Carlos Lacerda, o comunista

Certos direitosos se contradizem muito facilmente. Como um tal de Antonio, que deixou um comentário com argumentação facilmente desmontável no texto de quarta-feira, procurando “justificar” o golpe de 1964.

Concordo com sua opinião. mas não esqueça que quem foi perseguido pela ditadura não queria democracia, mas sim uma ditadura comunista como as de Cuba, URSS, etc. Concordo também que os torturadores devem ser punidos. Os torturadores dos dois lados, pois no momento os guerrilheiros estão recebendo polpudas somas devido a terem sido “perseguidos”. Os criminosos de direita e de esquerda devem receber o mesmo tratamento, pois, do contrário, será apenas revanchismo e não democracia onde todos devem ser iguais perante a lei.

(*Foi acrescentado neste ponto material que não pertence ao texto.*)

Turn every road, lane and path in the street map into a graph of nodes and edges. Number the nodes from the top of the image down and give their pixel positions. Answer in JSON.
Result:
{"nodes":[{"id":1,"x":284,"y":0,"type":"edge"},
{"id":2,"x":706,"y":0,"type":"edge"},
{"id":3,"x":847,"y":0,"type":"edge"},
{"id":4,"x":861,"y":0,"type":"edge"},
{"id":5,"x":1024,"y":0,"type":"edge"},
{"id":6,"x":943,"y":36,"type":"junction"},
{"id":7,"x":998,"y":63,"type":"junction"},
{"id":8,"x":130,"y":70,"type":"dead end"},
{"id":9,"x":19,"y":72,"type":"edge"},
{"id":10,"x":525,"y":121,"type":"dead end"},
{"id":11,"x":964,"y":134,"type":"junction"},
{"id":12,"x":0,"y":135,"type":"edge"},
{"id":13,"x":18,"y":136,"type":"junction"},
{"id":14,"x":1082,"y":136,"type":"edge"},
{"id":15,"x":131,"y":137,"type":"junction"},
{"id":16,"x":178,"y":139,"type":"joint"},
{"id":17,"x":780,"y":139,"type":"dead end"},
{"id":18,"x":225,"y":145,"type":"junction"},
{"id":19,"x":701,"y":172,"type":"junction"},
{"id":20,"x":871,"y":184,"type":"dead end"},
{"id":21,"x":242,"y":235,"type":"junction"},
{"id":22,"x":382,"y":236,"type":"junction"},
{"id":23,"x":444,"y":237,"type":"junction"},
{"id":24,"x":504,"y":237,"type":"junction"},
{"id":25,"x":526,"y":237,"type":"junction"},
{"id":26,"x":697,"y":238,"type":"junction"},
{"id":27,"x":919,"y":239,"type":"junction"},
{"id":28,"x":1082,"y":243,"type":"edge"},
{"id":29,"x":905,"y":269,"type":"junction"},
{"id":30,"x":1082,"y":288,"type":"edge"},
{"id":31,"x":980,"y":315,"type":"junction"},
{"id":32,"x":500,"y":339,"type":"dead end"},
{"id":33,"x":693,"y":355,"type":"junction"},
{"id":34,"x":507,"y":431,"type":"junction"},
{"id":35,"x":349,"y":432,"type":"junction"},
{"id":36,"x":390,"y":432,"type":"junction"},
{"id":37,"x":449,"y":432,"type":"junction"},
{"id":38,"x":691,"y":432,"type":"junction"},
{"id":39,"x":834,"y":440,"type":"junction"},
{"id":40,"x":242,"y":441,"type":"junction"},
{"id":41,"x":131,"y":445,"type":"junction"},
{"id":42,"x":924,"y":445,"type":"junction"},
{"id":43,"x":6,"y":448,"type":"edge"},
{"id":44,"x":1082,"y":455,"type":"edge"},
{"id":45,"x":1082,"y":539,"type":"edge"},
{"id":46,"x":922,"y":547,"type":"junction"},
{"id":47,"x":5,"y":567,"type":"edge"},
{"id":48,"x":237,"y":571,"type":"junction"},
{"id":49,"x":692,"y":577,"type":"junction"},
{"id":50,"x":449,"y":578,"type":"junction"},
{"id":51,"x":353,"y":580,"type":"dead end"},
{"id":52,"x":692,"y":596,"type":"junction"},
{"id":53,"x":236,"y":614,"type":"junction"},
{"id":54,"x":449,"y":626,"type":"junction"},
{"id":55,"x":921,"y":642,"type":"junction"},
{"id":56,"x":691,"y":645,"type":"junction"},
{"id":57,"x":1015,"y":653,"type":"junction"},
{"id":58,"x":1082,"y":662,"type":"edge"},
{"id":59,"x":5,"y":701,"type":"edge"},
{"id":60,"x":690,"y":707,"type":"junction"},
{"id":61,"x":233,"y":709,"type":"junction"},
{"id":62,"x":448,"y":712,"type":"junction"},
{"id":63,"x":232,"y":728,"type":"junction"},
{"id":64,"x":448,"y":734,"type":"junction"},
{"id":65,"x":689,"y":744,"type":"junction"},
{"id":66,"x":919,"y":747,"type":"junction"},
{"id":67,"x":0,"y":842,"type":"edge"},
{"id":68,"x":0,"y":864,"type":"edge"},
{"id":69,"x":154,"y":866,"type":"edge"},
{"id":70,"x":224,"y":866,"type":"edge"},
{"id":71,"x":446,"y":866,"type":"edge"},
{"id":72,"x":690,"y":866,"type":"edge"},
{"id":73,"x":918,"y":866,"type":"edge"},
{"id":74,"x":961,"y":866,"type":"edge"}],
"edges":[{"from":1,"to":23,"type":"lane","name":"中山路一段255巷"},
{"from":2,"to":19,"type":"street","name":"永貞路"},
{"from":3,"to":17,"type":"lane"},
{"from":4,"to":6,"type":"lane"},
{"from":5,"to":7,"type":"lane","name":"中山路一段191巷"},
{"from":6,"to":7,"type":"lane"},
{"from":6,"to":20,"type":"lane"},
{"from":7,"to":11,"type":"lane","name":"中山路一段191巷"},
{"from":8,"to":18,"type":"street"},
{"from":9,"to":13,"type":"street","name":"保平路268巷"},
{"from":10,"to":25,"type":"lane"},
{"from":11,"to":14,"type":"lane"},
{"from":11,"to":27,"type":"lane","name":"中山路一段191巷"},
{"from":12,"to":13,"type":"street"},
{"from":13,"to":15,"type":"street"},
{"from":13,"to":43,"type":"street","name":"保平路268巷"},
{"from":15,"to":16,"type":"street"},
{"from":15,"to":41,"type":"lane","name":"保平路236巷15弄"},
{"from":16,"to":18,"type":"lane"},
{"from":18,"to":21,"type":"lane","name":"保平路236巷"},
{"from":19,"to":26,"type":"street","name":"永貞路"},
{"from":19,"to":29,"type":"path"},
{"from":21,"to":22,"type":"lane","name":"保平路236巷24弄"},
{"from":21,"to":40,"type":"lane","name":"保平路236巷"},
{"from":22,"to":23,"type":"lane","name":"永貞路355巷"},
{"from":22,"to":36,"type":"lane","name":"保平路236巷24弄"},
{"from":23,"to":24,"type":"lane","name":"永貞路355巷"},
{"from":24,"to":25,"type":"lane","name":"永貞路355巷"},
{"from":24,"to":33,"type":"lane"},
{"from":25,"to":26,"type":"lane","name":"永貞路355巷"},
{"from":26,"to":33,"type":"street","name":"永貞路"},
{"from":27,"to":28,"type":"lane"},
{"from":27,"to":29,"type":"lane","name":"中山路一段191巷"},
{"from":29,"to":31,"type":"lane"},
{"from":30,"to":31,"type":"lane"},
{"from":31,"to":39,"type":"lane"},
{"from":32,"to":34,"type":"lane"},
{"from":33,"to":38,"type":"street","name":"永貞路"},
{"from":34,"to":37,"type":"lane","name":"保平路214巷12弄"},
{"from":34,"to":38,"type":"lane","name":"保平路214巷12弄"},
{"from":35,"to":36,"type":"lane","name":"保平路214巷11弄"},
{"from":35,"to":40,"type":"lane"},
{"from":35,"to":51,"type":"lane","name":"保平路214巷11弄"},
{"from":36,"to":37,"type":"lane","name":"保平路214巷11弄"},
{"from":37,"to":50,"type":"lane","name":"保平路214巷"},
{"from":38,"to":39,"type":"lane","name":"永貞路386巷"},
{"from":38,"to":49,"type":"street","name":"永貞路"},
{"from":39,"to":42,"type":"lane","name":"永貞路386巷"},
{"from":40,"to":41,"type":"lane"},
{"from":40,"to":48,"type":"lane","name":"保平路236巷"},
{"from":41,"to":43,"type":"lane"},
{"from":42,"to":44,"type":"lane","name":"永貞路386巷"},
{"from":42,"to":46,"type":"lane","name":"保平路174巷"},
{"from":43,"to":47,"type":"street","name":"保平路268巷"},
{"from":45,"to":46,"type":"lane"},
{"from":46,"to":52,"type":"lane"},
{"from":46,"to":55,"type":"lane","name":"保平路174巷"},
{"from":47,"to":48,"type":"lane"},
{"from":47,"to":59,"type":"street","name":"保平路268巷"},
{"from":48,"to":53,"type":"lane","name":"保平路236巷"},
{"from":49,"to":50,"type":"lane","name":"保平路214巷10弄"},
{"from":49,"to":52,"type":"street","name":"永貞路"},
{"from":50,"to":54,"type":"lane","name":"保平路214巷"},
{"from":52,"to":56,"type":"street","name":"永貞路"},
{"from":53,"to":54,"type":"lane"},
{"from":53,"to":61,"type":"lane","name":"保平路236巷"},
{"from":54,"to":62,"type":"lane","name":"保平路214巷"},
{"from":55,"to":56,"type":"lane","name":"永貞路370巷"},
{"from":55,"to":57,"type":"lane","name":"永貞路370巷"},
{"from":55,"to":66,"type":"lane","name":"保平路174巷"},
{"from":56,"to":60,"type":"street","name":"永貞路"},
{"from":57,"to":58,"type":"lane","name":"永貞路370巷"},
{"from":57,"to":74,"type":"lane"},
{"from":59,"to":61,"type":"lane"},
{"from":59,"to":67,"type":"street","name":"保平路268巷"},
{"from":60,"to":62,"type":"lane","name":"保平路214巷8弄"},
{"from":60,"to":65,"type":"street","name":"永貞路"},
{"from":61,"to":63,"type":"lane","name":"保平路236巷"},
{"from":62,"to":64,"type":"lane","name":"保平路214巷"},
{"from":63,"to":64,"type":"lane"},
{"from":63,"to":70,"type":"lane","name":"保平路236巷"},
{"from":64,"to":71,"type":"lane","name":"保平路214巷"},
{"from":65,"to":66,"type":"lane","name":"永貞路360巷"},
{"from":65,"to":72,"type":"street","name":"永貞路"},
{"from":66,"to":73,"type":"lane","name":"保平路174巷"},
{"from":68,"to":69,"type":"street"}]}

Aquele velho papo furado de que o golpe “impediu uma ditadura comunista” (que bela maneira de proteger a democracia, implantando uma ditadura…), de que “é preciso punir os dois lados” (como se ambos fossem equivalentes em força, e nenhum deles tivesse sofrido punição – ou querem coisa pior que tortura, execução e desaparecimentos?), revanchismo etc.

Mas o argumento mais tosco é o de que “quem foi perseguido pela ditadura queria uma ditadura comunista”. Pois bem: se é assim, isso quer dizer que Carlos Lacerda era comunista!

É, ele mesmo, um dos mais ferrenhos anticomunistas que o Brasil tinha nas décadas de 50 e 60. Carlos Lacerda chegou a ser comunista na juventude, mas depois “endireitou”, e foi um modelo perfeito para o famoso ditado “o pior reacionário é o esquerdista recalcado”. Dono do jornal “Tribuna da Imprensa” e líder da conservadora UDN, Lacerda apoiou abertamente o golpe de 1964, ocasião em que era governador do Estado da Guanabara (correspondente ao atual município do Rio de Janeiro).

Deposto João Goulart, era previsto que os militares ficariam no poder até 31 de janeiro de 1966, data em que se encerraria o mandato de Jango e seria empossado o presidente eleito em 3 de outubro de 1965. Dentre os cotados para vencer aquela eleição estavam Carlos Lacerda e o ex-presidente Juscelino Kubitschek.

Só que, como todos sabem, o regime militar não foi apenas “transitório”, e acabou apenas em 1985. E os planos de Lacerda para chegar à presidência foram por água abaixo.

Percebendo que fora “escanteado” pelos militares, Lacerda voltou-se contra a ditadura e uniu-se a seus antigos adversário Juscelino e Jango, formando a “Frente Ampla”. Obviamente o regime não deixou barato: em nome da “segurança nacional”, um dos maiores apoiadores do golpe que instaurara aquela ditadura teve seus direitos políticos cassados, e passou a sofrer perseguição política.

Carlos Lacerda faleceu em 1977, em circunstâncias bastante estranhas (estava internado em uma clínica devido a uma gripe comum, ou seja, nada de grave), levantando a hipótese de que teria sido assassinado pela ditadura.